[Collected data entries]:
--

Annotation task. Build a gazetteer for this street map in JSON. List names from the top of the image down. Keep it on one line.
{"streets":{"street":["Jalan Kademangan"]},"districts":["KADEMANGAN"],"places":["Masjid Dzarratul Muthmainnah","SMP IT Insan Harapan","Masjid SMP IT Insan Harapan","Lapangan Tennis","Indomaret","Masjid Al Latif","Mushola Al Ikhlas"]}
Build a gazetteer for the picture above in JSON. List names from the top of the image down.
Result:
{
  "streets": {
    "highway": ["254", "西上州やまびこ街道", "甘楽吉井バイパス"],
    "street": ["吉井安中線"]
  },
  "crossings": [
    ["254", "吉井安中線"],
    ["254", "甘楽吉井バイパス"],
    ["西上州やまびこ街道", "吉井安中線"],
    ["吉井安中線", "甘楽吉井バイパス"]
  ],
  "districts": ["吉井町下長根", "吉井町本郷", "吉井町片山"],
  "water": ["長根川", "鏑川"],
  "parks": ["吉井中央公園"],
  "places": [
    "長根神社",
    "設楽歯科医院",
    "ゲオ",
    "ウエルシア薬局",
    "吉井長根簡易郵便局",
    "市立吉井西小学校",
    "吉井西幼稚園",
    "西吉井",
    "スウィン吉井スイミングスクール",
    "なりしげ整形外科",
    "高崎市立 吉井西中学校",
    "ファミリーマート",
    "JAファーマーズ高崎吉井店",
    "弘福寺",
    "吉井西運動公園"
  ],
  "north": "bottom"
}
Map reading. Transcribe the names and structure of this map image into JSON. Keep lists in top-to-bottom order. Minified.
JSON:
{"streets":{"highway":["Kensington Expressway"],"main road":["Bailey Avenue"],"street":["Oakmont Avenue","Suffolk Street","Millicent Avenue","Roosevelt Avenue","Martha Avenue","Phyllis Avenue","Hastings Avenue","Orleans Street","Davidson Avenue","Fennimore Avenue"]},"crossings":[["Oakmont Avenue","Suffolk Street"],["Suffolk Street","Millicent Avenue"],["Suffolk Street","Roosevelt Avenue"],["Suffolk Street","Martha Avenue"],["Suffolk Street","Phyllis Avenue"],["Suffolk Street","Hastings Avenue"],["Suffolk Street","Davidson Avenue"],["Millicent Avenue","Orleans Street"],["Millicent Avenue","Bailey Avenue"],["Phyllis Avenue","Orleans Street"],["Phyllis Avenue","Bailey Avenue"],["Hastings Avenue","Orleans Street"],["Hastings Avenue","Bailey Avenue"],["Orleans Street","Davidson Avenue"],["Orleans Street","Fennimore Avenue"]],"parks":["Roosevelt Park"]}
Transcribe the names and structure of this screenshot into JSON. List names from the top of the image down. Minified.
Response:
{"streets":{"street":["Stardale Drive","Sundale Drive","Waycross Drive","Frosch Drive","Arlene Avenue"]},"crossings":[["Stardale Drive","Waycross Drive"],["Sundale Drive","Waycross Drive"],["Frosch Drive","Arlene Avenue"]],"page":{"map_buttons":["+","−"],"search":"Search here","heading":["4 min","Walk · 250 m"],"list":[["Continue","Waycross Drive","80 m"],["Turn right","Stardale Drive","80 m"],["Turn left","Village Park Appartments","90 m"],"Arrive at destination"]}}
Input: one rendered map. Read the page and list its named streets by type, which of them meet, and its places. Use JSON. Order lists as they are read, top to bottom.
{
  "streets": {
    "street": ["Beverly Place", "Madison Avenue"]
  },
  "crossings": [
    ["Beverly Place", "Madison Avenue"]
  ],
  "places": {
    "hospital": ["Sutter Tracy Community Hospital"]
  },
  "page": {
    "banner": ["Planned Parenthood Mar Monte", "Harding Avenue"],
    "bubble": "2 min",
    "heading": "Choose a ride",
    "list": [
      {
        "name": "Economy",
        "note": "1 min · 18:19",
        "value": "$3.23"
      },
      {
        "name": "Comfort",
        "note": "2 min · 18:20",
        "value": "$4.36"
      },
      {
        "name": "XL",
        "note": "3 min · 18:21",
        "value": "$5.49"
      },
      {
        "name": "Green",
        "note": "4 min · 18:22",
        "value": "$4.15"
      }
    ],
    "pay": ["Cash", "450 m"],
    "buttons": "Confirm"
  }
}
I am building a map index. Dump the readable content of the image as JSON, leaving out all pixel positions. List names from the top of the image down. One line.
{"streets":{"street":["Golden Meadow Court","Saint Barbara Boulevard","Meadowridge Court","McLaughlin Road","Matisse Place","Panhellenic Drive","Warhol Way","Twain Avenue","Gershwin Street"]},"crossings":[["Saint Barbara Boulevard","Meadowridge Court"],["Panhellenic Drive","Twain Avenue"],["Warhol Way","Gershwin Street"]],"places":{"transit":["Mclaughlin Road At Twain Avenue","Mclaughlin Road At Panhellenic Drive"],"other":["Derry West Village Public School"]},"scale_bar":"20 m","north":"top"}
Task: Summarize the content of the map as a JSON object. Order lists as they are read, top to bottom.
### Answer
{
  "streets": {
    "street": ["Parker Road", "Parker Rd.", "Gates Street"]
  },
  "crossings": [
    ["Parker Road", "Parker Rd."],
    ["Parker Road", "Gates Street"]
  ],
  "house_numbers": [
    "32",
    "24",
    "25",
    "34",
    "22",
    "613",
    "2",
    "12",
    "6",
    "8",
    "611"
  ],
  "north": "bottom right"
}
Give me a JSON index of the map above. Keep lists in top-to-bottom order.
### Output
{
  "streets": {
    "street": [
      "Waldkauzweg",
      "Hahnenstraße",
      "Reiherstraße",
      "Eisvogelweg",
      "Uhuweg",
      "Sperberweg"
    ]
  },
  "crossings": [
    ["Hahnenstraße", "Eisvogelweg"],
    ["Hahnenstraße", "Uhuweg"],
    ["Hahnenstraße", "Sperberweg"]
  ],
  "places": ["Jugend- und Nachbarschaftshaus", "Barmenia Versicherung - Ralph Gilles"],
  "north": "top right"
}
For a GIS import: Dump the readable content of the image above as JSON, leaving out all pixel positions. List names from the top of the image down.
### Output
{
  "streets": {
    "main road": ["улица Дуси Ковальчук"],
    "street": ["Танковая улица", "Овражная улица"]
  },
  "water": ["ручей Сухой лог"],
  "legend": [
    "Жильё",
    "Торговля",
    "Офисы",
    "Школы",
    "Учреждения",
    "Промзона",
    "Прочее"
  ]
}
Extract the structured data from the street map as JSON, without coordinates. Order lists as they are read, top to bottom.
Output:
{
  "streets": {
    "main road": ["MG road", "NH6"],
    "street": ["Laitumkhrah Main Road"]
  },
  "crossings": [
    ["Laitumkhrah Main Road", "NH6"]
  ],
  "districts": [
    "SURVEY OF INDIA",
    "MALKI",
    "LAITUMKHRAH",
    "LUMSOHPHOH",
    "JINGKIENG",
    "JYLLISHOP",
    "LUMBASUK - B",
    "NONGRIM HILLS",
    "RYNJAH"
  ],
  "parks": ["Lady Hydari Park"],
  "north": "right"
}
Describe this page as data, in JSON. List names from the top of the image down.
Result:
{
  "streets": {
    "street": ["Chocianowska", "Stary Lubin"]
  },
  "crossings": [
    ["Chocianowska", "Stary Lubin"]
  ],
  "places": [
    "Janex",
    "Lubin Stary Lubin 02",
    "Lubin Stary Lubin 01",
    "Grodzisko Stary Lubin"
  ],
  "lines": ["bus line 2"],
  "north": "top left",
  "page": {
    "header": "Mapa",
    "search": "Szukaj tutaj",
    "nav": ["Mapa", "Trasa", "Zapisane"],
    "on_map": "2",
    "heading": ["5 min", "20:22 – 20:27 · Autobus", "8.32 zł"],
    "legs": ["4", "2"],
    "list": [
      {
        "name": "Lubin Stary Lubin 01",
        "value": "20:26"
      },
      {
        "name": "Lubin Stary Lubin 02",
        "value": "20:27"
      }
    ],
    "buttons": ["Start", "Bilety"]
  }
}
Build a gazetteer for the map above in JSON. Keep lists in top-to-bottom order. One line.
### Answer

--

[How to complete this task]: All lines above containing the string "Minified": copy each one.

[Task output]:
Map reading. Transcribe the names and structure of this map image into JSON. Keep lists in top-to-bottom order. Minified.
Transcribe the names and structure of this screenshot into JSON. List names from the top of the image down. Minified.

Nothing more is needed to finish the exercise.